**WORK TO BE COMPLETED**
From the line that contains "Task: Parse this" to the end of the records below, copy every line exactly. Both the first and last of these lines count.

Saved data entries

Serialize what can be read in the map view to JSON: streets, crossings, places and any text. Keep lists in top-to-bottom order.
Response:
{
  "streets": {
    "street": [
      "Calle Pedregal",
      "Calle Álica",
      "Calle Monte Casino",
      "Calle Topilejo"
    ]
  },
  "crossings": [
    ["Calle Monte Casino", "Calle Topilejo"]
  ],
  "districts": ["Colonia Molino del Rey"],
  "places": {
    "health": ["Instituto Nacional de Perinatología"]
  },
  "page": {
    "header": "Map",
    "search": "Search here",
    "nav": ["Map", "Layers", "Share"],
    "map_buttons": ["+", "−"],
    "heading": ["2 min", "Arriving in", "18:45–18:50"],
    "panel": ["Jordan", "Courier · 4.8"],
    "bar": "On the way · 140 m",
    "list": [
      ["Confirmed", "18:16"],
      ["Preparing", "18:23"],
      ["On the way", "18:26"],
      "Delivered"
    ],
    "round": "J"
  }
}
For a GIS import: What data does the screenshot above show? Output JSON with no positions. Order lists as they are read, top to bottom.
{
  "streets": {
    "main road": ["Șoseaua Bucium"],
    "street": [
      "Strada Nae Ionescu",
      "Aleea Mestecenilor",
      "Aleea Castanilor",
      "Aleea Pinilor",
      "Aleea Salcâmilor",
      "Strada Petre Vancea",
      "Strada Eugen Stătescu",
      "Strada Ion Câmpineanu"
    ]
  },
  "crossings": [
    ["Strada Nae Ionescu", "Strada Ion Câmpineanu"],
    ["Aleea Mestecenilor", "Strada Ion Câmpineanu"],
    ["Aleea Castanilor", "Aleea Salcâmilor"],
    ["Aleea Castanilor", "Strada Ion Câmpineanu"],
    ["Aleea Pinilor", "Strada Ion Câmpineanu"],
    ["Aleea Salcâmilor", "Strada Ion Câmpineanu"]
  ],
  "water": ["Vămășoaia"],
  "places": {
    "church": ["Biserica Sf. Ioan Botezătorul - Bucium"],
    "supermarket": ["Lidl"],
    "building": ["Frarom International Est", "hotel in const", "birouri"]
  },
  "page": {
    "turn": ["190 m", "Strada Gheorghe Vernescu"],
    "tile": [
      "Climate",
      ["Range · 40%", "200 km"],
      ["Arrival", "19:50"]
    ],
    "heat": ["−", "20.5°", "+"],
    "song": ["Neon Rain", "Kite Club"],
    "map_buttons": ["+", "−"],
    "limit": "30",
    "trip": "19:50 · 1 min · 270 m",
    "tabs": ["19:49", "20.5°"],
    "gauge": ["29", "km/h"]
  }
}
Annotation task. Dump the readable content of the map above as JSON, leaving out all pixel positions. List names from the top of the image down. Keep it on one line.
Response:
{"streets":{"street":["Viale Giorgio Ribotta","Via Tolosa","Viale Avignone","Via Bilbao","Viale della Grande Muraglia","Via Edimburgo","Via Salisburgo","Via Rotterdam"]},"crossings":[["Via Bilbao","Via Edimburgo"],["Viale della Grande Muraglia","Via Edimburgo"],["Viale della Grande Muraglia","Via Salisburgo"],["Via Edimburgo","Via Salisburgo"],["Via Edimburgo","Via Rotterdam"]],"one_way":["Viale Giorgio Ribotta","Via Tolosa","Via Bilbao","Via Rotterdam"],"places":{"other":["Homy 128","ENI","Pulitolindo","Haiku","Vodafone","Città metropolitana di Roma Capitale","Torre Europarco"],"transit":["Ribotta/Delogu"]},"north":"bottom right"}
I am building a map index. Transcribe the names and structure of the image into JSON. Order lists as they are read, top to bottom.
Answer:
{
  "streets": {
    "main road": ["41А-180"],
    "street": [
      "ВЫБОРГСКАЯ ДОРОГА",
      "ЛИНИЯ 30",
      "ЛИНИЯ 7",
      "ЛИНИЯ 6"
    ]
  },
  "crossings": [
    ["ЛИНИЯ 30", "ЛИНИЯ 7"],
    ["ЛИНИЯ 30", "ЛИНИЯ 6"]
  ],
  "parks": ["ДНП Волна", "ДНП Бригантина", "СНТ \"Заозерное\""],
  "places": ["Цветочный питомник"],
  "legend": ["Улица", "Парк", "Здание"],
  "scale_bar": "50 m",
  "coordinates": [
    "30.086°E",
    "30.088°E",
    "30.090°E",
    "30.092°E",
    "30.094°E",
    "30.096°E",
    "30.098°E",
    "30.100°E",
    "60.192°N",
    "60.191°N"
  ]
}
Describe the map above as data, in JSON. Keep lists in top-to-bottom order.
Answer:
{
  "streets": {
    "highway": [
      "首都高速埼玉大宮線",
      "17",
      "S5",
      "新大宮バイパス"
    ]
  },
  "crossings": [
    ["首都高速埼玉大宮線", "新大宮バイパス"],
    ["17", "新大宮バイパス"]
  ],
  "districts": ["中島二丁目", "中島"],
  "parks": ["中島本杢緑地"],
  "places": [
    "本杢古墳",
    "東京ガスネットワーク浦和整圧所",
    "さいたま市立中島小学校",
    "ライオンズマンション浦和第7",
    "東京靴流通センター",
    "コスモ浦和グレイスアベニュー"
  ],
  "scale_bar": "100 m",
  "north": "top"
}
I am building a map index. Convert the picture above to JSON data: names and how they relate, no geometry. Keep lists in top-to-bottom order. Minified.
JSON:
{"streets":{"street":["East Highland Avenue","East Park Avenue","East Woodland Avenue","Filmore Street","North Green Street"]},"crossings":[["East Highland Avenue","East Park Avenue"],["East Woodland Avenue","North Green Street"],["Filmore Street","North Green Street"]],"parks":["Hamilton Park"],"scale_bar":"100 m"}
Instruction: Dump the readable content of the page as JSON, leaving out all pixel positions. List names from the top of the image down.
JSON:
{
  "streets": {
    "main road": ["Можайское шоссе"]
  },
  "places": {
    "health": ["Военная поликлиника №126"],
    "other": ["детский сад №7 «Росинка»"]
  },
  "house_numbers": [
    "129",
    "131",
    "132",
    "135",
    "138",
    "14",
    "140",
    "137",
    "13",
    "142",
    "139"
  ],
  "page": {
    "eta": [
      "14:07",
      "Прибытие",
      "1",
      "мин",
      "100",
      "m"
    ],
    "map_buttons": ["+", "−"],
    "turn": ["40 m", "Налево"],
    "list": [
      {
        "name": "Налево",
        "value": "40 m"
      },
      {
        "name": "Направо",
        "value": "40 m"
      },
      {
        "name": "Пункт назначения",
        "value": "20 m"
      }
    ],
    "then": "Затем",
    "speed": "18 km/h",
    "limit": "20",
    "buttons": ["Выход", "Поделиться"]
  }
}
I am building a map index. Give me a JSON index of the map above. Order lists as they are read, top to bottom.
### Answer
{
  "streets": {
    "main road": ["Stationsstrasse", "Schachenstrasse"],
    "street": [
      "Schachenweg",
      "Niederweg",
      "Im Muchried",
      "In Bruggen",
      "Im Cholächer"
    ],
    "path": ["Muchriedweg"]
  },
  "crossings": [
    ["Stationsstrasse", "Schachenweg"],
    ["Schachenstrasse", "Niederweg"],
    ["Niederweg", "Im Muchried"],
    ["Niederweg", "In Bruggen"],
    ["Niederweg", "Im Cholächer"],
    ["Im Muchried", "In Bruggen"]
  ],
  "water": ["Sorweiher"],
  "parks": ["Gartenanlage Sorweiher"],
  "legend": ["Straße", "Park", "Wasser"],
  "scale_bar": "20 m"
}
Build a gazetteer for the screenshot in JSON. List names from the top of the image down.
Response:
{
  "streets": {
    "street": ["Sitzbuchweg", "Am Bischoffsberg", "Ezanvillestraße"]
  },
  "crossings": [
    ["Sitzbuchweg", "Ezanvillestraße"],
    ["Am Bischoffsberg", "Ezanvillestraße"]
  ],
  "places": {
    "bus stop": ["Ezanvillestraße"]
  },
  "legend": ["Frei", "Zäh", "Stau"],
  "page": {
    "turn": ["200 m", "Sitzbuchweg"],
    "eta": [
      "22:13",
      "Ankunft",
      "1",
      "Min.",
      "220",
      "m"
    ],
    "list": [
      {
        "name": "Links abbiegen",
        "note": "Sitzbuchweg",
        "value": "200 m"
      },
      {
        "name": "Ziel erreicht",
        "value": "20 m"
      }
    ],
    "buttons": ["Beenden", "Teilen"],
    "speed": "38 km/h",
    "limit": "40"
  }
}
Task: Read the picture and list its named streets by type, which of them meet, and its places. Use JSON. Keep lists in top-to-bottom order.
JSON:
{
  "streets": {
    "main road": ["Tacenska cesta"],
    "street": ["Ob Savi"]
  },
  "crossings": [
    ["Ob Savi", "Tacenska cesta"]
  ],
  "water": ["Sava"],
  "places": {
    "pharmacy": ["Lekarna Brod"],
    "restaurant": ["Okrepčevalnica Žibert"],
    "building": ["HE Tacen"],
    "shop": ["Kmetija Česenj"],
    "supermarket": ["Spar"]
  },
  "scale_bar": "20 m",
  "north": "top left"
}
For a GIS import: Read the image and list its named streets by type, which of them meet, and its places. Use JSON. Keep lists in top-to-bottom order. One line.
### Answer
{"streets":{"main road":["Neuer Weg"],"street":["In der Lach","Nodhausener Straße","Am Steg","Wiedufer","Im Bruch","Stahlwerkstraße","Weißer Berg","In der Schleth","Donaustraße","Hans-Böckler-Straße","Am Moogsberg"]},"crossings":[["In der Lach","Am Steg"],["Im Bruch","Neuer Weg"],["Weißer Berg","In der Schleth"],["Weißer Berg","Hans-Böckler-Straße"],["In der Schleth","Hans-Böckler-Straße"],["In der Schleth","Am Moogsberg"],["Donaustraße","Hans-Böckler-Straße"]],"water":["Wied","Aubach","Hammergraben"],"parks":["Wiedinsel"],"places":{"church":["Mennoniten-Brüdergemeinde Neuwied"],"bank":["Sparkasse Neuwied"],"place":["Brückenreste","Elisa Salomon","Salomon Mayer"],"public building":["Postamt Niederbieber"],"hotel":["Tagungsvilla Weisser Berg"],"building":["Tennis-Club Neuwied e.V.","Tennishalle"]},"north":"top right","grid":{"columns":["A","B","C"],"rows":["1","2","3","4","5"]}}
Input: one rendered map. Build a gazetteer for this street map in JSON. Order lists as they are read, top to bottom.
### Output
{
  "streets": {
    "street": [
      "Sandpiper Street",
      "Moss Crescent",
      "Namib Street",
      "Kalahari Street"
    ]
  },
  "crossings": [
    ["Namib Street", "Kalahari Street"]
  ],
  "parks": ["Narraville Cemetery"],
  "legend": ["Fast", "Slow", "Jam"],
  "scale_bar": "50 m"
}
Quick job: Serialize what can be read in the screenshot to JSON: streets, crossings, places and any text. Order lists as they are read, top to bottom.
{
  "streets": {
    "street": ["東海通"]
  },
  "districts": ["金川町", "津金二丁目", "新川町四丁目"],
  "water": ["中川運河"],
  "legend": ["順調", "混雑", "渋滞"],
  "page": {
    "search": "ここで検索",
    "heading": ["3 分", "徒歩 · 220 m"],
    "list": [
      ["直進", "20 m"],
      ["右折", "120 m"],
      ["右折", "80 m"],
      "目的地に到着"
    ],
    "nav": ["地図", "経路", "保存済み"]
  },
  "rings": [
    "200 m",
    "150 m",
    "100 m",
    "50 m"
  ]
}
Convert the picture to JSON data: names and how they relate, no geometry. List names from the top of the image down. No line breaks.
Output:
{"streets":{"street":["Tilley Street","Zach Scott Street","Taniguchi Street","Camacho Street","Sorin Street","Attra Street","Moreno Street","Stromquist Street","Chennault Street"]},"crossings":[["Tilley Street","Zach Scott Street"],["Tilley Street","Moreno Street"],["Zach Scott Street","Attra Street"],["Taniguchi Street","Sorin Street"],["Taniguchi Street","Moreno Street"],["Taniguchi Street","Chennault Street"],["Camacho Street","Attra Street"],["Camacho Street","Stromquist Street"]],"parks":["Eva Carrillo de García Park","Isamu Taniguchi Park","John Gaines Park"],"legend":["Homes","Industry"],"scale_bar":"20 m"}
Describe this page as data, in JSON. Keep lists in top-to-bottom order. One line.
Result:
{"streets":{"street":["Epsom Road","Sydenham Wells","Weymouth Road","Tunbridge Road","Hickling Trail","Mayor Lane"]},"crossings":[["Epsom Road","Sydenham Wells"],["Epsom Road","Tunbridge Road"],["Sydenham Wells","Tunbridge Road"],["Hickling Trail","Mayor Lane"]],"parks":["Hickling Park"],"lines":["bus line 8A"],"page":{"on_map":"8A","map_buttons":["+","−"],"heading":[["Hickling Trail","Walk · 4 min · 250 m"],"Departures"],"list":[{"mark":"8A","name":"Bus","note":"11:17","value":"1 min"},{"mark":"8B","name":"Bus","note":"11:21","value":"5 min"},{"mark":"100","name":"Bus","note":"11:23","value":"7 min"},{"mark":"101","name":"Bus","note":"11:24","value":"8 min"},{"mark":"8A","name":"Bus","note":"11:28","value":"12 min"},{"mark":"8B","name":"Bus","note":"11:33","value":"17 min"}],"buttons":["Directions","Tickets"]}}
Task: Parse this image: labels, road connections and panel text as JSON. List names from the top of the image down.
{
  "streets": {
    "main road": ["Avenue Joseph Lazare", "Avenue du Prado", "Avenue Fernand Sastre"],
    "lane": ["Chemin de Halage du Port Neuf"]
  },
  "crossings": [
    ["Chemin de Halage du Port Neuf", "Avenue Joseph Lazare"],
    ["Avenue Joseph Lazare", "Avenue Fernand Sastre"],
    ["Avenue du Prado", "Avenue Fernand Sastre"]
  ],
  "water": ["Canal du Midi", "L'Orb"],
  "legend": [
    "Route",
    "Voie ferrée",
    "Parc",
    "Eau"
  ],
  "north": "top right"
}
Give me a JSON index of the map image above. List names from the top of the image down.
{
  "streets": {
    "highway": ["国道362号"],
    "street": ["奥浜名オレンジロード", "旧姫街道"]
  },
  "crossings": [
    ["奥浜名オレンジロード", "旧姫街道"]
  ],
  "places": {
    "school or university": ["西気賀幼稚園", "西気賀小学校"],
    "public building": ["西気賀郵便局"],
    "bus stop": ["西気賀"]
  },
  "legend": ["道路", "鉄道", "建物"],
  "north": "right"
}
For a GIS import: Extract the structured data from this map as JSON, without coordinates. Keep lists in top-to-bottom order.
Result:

**ANSWER TO THE EXERCISE**
Task: Parse this image: labels, road connections and panel text as JSON. List names from the top of the image down.
{
  "streets": {
    "main road": ["Avenue Joseph Lazare", "Avenue du Prado", "Avenue Fernand Sastre"],
    "lane": ["Chemin de Halage du Port Neuf"]
  },
  "crossings": [
    ["Chemin de Halage du Port Neuf", "Avenue Joseph Lazare"],
    ["Avenue Joseph Lazare", "Avenue Fernand Sastre"],
    ["Avenue du Prado", "Avenue Fernand Sastre"]
  ],
  "water": ["Canal du Midi", "L'Orb"],
  "legend": [
    "Route",
    "Voie ferrée",
    "Parc",
    "Eau"
  ],
  "north": "top right"
}
Give me a JSON index of the map image above. List names from the top of the image down.
{
  "streets": {
    "highway": ["国道362号"],
    "street": ["奥浜名オレンジロード", "旧姫街道"]
  },
  "crossings": [
    ["奥浜名オレンジロード", "旧姫街道"]
  ],
  "places": {
    "school or university": ["西気賀幼稚園", "西気賀小学校"],
    "public building": ["西気賀郵便局"],
    "bus stop": ["西気賀"]
  },
  "legend": ["道路", "鉄道", "建物"],
  "north": "right"
}
For a GIS import: Extract the structured data from this map as JSON, without coordinates. Keep lists in top-to-bottom order.
Result:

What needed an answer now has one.